AoA (also known as Activity on Branch) has the activity represent by the arrows themselves and the nodes represent the precedence as points in time where predecessors have been completed. There are three simple rules to creating the AoA precedence diagram:

- All activities with no predecessor come off of node 1.
- All activities with no successor point to the last node, which has to have highest node number.
- Activities can have only one start node and only one end node.
- If an activity has multiple predecessors, a dummy node must be created.

## Determination

The critical path is identified by determining ES, EF, LF, and LS to find activities that have zero slack time.
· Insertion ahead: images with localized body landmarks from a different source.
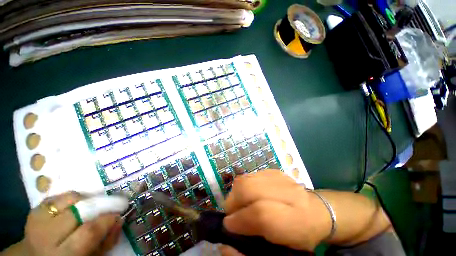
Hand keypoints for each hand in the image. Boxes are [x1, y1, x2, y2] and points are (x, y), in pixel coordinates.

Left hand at [7, 191, 122, 255]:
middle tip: (110, 205)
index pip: (89, 231)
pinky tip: (74, 206)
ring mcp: (37, 220)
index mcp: (63, 254)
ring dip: (85, 199)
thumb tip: (119, 219)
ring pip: (68, 198)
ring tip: (91, 206)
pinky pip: (59, 195)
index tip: (119, 213)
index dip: (107, 220)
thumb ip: (106, 241)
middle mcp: (46, 236)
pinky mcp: (34, 209)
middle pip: (78, 211)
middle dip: (99, 205)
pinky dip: (71, 198)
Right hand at [221, 170, 331, 254]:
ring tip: (238, 203)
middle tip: (231, 212)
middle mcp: (288, 193)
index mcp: (295, 221)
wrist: (316, 211)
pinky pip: (251, 175)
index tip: (228, 225)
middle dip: (234, 200)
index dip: (240, 219)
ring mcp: (280, 177)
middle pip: (249, 189)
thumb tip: (226, 238)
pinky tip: (248, 194)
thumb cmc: (299, 235)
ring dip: (236, 192)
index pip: (261, 215)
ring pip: (247, 179)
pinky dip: (244, 185)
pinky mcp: (274, 171)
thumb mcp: (280, 251)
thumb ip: (250, 248)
This requires two passes:

### Forward Pass

For all activities, calculate each activity’s early dates: ES equals the latest (largest) EF of all its immeidate predecessors and EF equals ES plus duration. The EF for the last task is the project duraction.

### Backward Pass

For all activities, calculate each activity’s late dates: **LF** equals the earliest (smallest) **LS** of all it's immediate successors and **LS** equals **LF** minus duration. All activities with zero slack are on the critical path.

### AoA Diagrams

Solving simple AoA diagrams can be done quickly by calculating the duration of each possible path through the network. The longest path is the project duration and identifies the critical path.